**What the exercise asks:** Copy out each line of the entries below in which the string "this" appears.

**Data:**
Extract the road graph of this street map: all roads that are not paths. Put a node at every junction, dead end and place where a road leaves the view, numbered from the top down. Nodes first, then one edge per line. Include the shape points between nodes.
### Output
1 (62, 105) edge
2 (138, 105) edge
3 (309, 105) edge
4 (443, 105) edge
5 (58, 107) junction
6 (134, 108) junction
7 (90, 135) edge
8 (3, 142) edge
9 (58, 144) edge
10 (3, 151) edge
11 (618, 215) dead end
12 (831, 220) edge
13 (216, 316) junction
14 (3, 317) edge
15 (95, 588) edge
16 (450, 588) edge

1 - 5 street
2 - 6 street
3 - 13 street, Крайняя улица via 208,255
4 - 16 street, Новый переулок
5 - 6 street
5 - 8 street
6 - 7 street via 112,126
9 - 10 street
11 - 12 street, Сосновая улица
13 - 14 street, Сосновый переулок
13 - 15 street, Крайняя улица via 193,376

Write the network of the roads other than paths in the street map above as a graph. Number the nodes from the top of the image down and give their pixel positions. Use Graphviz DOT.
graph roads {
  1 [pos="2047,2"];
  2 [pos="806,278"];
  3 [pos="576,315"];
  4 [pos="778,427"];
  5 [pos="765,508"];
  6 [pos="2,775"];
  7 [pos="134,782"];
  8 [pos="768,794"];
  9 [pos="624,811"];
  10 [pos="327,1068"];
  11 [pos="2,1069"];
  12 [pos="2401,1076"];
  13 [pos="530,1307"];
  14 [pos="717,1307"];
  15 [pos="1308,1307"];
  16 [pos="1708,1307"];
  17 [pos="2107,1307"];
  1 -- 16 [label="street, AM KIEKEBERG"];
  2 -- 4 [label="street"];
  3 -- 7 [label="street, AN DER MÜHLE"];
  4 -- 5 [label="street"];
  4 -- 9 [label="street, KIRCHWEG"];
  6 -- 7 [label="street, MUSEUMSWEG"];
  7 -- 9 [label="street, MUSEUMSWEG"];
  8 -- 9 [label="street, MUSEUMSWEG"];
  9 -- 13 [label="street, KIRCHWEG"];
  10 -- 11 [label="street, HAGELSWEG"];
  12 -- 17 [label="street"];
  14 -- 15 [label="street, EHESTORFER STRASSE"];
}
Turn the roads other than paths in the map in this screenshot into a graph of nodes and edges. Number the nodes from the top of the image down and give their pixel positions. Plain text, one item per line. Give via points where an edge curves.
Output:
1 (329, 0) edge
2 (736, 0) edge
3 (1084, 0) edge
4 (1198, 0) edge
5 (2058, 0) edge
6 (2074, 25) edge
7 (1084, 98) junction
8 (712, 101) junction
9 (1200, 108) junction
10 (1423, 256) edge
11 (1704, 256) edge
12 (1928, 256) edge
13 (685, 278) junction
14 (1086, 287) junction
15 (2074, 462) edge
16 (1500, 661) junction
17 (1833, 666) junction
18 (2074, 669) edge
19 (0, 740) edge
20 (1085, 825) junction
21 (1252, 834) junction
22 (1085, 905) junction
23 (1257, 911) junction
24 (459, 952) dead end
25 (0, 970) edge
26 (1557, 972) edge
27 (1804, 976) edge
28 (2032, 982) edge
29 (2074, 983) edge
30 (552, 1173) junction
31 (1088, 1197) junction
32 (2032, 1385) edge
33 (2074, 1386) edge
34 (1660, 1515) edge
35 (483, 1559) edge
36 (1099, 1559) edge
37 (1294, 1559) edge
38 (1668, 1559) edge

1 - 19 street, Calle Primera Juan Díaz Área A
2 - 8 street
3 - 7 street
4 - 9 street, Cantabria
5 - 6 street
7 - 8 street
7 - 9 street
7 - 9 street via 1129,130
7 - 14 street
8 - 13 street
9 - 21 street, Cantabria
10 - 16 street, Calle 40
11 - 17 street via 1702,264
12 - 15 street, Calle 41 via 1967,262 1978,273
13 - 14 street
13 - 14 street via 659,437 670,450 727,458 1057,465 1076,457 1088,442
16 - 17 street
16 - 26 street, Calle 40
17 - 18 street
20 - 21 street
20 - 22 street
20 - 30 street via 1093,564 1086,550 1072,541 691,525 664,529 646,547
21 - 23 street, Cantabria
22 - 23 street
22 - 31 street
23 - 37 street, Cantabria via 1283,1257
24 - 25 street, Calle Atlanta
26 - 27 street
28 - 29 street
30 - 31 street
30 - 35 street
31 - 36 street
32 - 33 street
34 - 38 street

**Task solution:**
Extract the road graph of this street map: all roads that are not paths. Put a node at every junction, dead end and place where a road leaves the view, numbered from the top down. Nodes first, then one edge per line. Include the shape points between nodes.
Turn the roads other than paths in the map in this screenshot into a graph of nodes and edges. Number the nodes from the top of the image down and give their pixel positions. Plain text, one item per line. Give via points where an edge curves.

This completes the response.